Now, I had ridden mini bikes as a kid growing up and the only street riding time I had was when I was bolting to the off road area down the way from my house. Time passed and eventually at the age of nineteen I bought a street bike. My friend said, “Go big, you’ll eventually want it so buy it now and save yourself the trouble.” Sounded sane at the time, so I bought myself the coolest thing I could find, a 1986 Ninja 1000. I didn’t know how many gears it had when I drove it away from the previous owners house. As I cruised home in second gear at 80 mph on the freeway I marveled at just how fast I was going yet felt I had hardly begun to open it up. I didn’t have an accident for years on that bike. In fact it saved my ass once. While riding on the 405 down south I found myself merging onto another freeway behind a Corvette, the other merging freeway had a Trans-Am in the lane that was merging with us. Both cars collided into one another immediately in front of me. They then swerved away from one another just for a moment and instead of slamming into the back end of them I gassed it and bolted between them right before they came crashing into one another again. It was surreal, I gunned it instead of broke which was dumb luck and a chance response but I am positive that maneuver and that big bike are what made the difference. Here’s the deal, I was nineteen, an inexperienced rider, on a big bike way to “advanced” for my skill set yet it was that bike that saved my life. I am real glad it wasn’t a Rebel 250, that couldn’t have out accelerated or out broke those cars regardless of anyone’s skill level. Again I ask, why should a beginner get the crap bikes instead of the cream of the crop?

Here’s my final gripe and then I’ll get off my soapbox.
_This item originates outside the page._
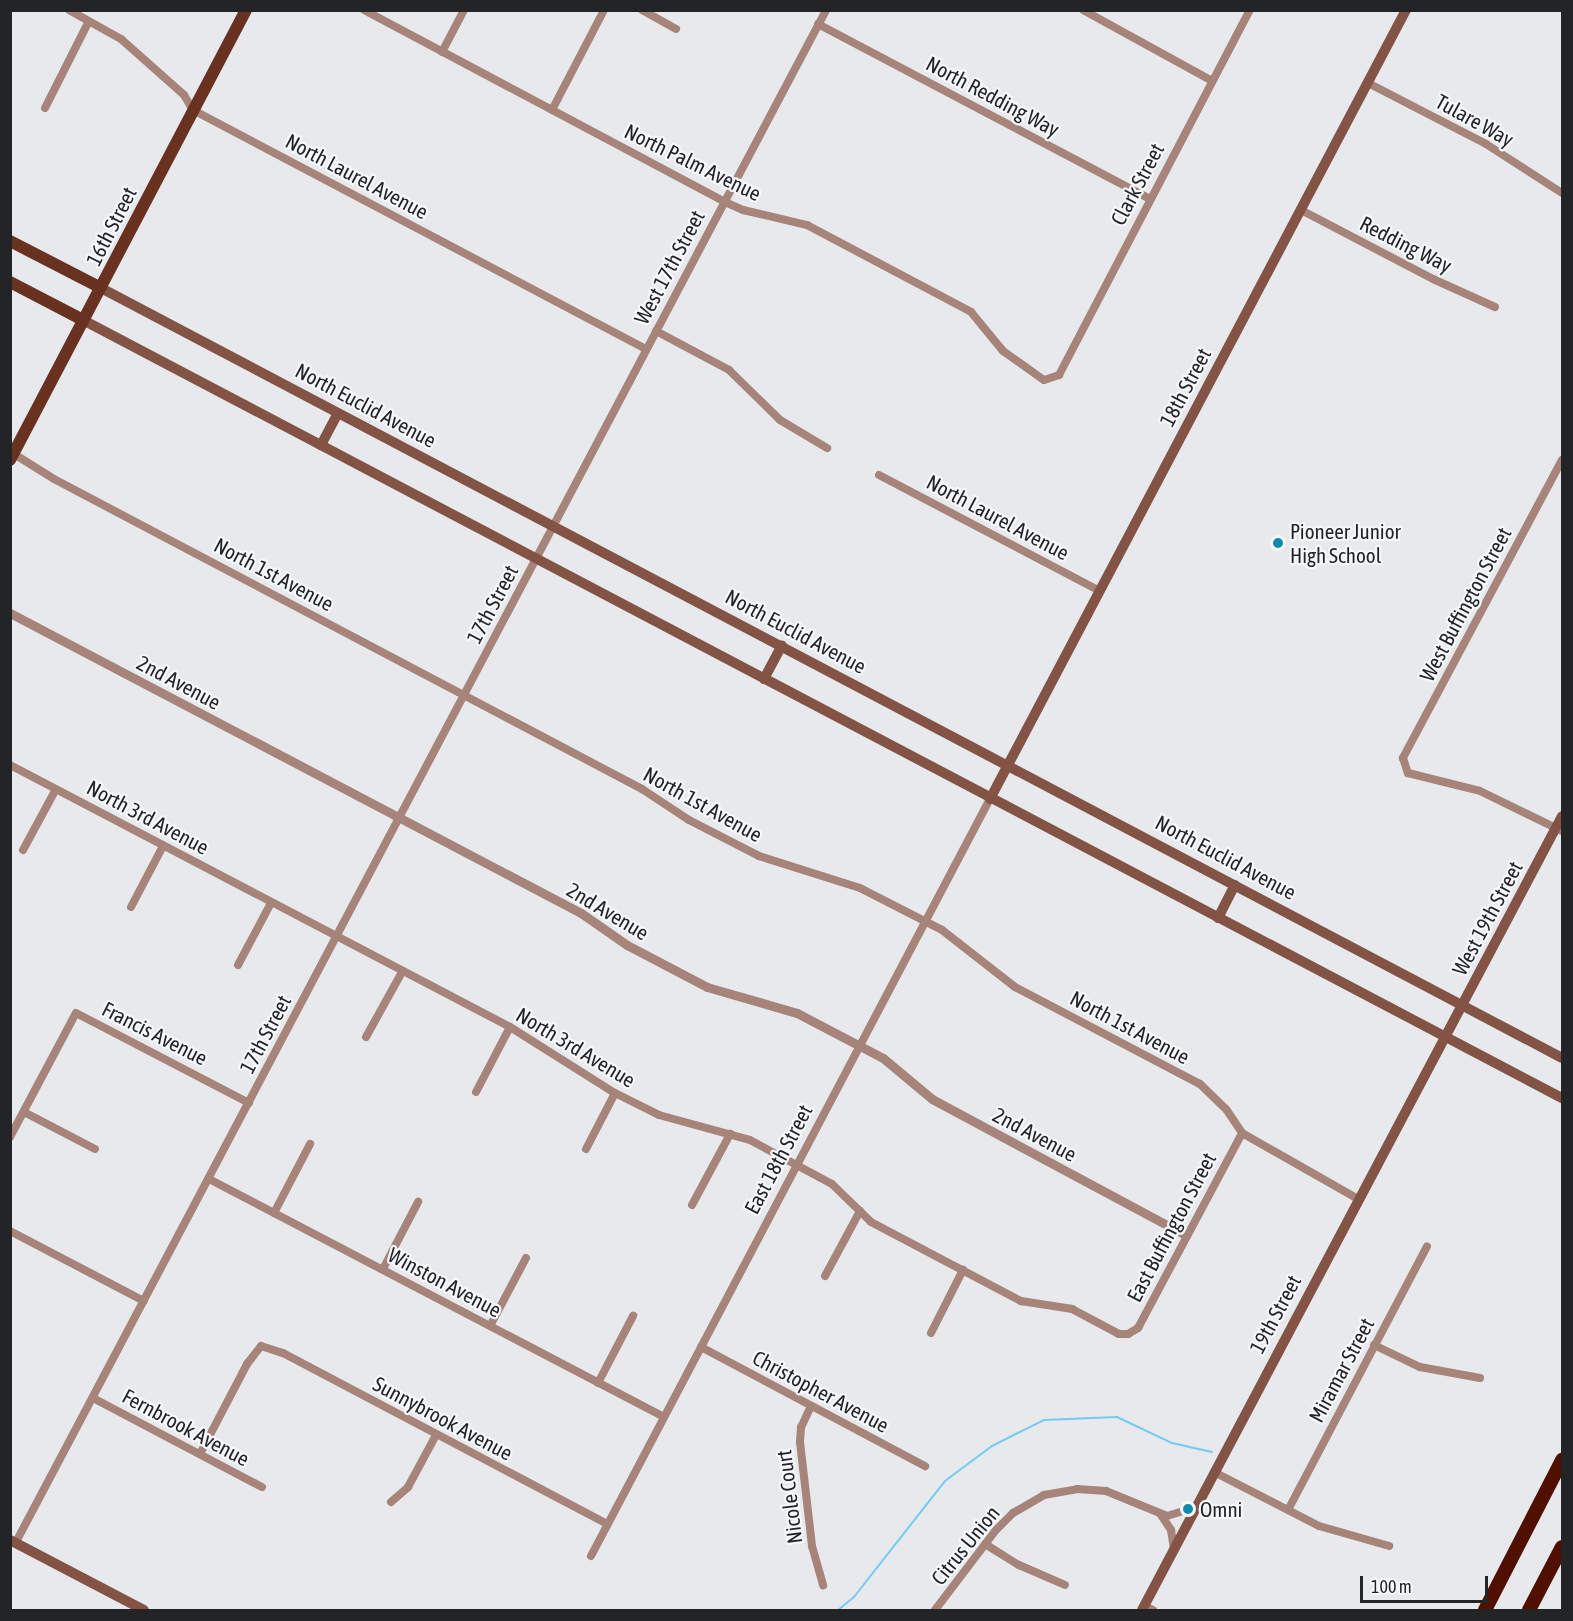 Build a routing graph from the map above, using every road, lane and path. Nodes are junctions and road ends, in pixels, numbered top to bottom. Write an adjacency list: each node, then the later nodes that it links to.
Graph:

Last months article also mentioned a tiered license system, which I again must respectfully say, NAY! Have you been to the DMV, EVER? I am pretty sure that all those blue hairs you see trying to get a glimpse of the road through their steering wheels shouldn’t have passed their driving test but there they are wondering about the highways and roads. Wonder why? The DMV instructors are horrible at what they do. They make exceptions for issuing licenses instead of kicking people off the roads. Have you seen a happy DMV instructor that loves his job? Now tell me why we need more of those people “teaching” me more riding skills. Tiered licenses allow displacement limitations to riders for years and years. I will go as far as to say limiting what someone can ride is telling someone not to ride at all. If I cant choose what I ride why would I start? Is the DMV going to tell new riders, “Since you’re new to riding, you can only ride the slowest most lack luster rides out there? Come back in a few years for a possible upgrade.” If you want to encourage more riders on the street then don’t put up obstacles. Classes and courses exist to improve rider’s abilities. If a rider feels they need to improve their riding skills there is no shortage of courses from beginner to racing classes.

If people are going to be bad riders there is nothing you, me or anyone else can do to help them. Stop looking to blame others or demand stricter regulations it only promotes this, lack of accountability mentality. When someone speeds and gets caught or crashes we shouldn’t say, “What do we do differently to fix this?” the individual should.